WHAT THE EXERCISE ASKS
Filter this data down to the lines that hold "dead", and copy them.

DATA SHOWN
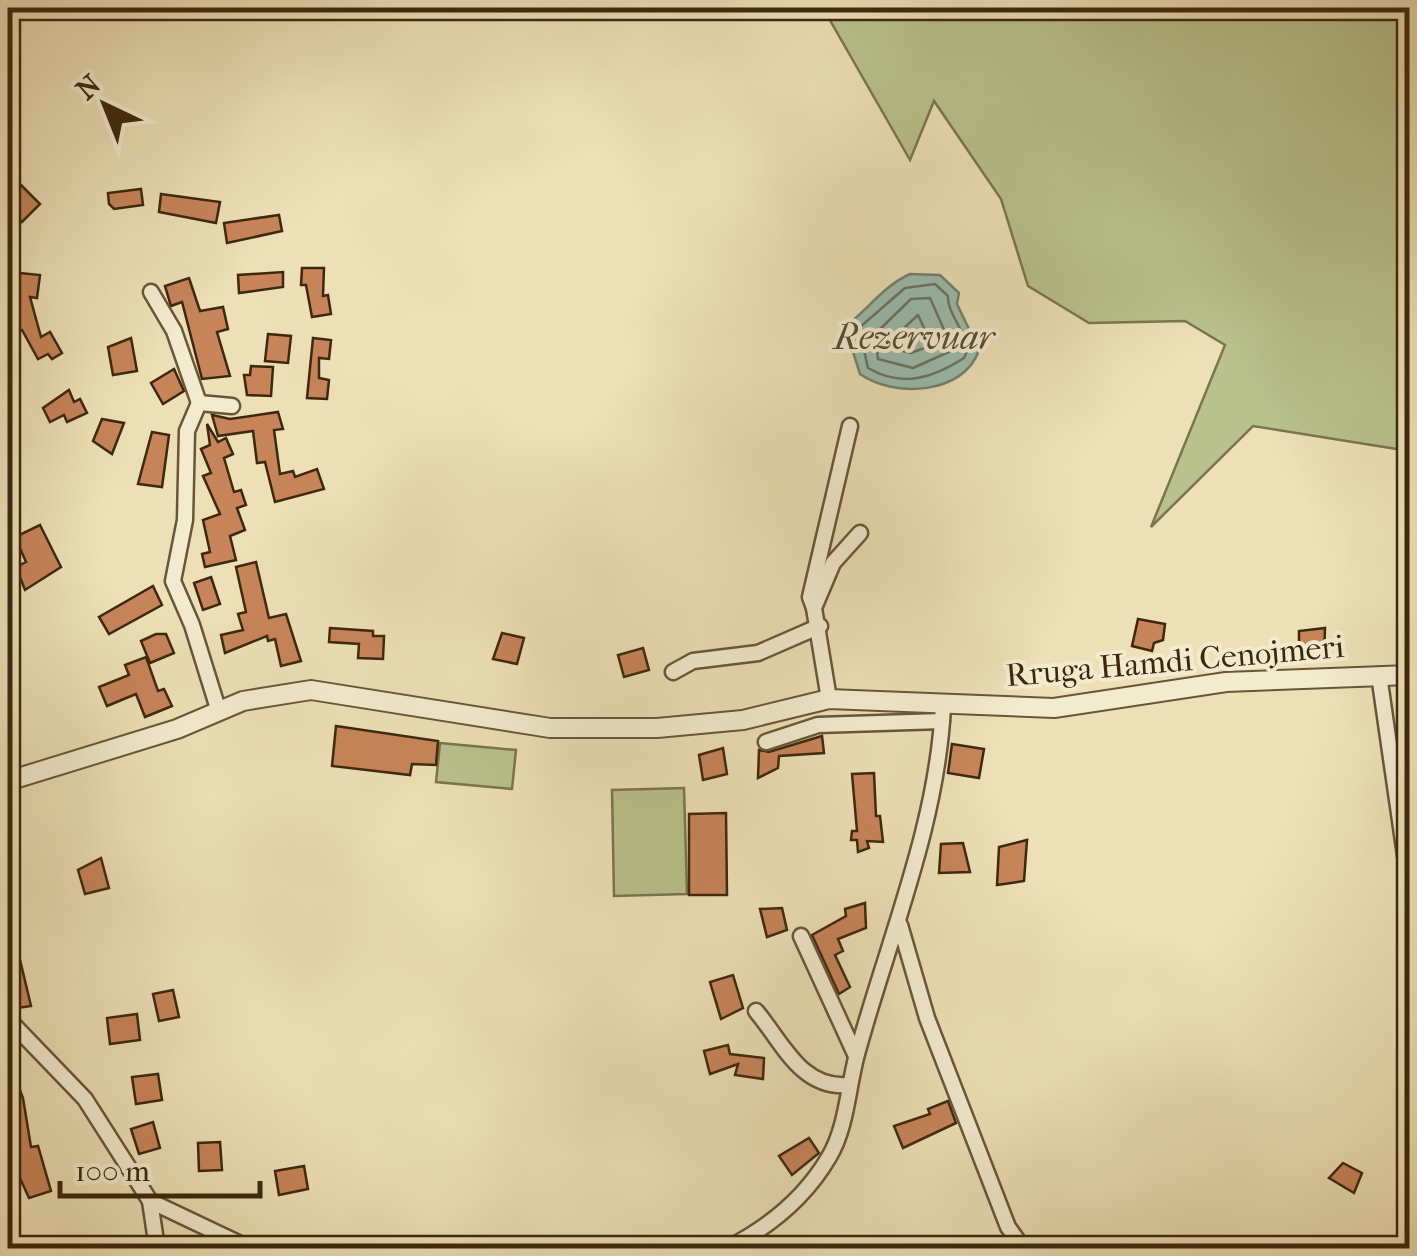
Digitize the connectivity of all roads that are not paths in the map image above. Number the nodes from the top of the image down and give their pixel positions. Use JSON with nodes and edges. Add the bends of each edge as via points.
{"nodes":[{"id":1,"x":15,"y":8,"type":"edge"},
{"id":2,"x":8,"y":14,"type":"edge"},
{"id":3,"x":151,"y":292,"type":"dead end"},
{"id":4,"x":199,"y":403,"type":"junction"},
{"id":5,"x":232,"y":406,"type":"dead end"},
{"id":6,"x":850,"y":426,"type":"dead end"},
{"id":7,"x":860,"y":533,"type":"dead end"},
{"id":8,"x":814,"y":608,"type":"junction"},
{"id":9,"x":820,"y":626,"type":"junction"},
{"id":10,"x":673,"y":672,"type":"dead end"},
{"id":11,"x":1379,"y":675,"type":"junction"},
{"id":12,"x":1410,"y":675,"type":"edge"},
{"id":13,"x":828,"y":699,"type":"junction"},
{"id":14,"x":218,"y":712,"type":"junction"},
{"id":15,"x":942,"y":713,"type":"junction"},
{"id":16,"x":766,"y":742,"type":"dead end"},
{"id":17,"x":8,"y":780,"type":"edge"},
{"id":18,"x":1406,"y":852,"type":"edge"},
{"id":19,"x":1410,"y":890,"type":"edge"},
{"id":20,"x":900,"y":924,"type":"junction"},
{"id":21,"x":800,"y":936,"type":"dead end"},
{"id":22,"x":756,"y":1011,"type":"dead end"},
{"id":23,"x":8,"y":1019,"type":"edge"},
{"id":24,"x":856,"y":1056,"type":"junction"},
{"id":25,"x":848,"y":1085,"type":"junction"},
{"id":26,"x":150,"y":1201,"type":"junction"},
{"id":27,"x":157,"y":1248,"type":"edge"},
{"id":28,"x":248,"y":1248,"type":"edge"},
{"id":29,"x":728,"y":1248,"type":"edge"},
{"id":30,"x":1023,"y":1248,"type":"edge"}],
"edges":[{"from":1,"to":2,"type":"street"},
{"from":3,"to":4,"type":"street","via":[[174,332]]},
{"from":4,"to":5,"type":"street"},
{"from":4,"to":14,"type":"street","via":[[187,431],[185,520],[172,581]]},
{"from":6,"to":8,"type":"street","via":[[810,597]]},
{"from":7,"to":8,"type":"street","via":[[834,563]]},
{"from":8,"to":9,"type":"street"},
{"from":9,"to":10,"type":"street","via":[[758,653],[693,660]]},
{"from":9,"to":13,"type":"street"},
{"from":11,"to":12,"type":"street","name":"Rruga Hamdi Cenojmeri"},
{"from":11,"to":15,"type":"street","name":"Rruga Hamdi Cenojmeri","via":[[1226,682],[1054,708]]},
{"from":11,"to":18,"type":"street"},
{"from":13,"to":14,"type":"street","name":"Rruga Hamdi Cenojmeri","via":[[743,720],[657,728],[550,728],[311,690],[242,700]]},
{"from":13,"to":15,"type":"street","name":"Rruga Hamdi Cenojmeri"},
{"from":14,"to":17,"type":"street","name":"Rruga Hamdi Cenojmeri"},
{"from":15,"to":16,"type":"street","via":[[818,725]]},
{"from":15,"to":20,"type":"street"},
{"from":18,"to":19,"type":"street"},
{"from":20,"to":24,"type":"street"},
{"from":20,"to":30,"type":"street","via":[[927,1018],[1008,1227]]},
{"from":21,"to":24,"type":"street"},
{"from":22,"to":25,"type":"street","via":[[808,1078]]},
{"from":23,"to":26,"type":"street","via":[[86,1099]]},
{"from":24,"to":25,"type":"street"},
{"from":25,"to":29,"type":"street","via":[[837,1142],[822,1168],[780,1216]]},
{"from":26,"to":27,"type":"street"},
{"from":26,"to":28,"type":"street"}]}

RESULT OF THE TASK
{"id":3,"x":151,"y":292,"type":"dead end"},
{"id":5,"x":232,"y":406,"type":"dead end"},
{"id":6,"x":850,"y":426,"type":"dead end"},
{"id":7,"x":860,"y":533,"type":"dead end"},
{"id":10,"x":673,"y":672,"type":"dead end"},
{"id":16,"x":766,"y":742,"type":"dead end"},
{"id":21,"x":800,"y":936,"type":"dead end"},
{"id":22,"x":756,"y":1011,"type":"dead end"},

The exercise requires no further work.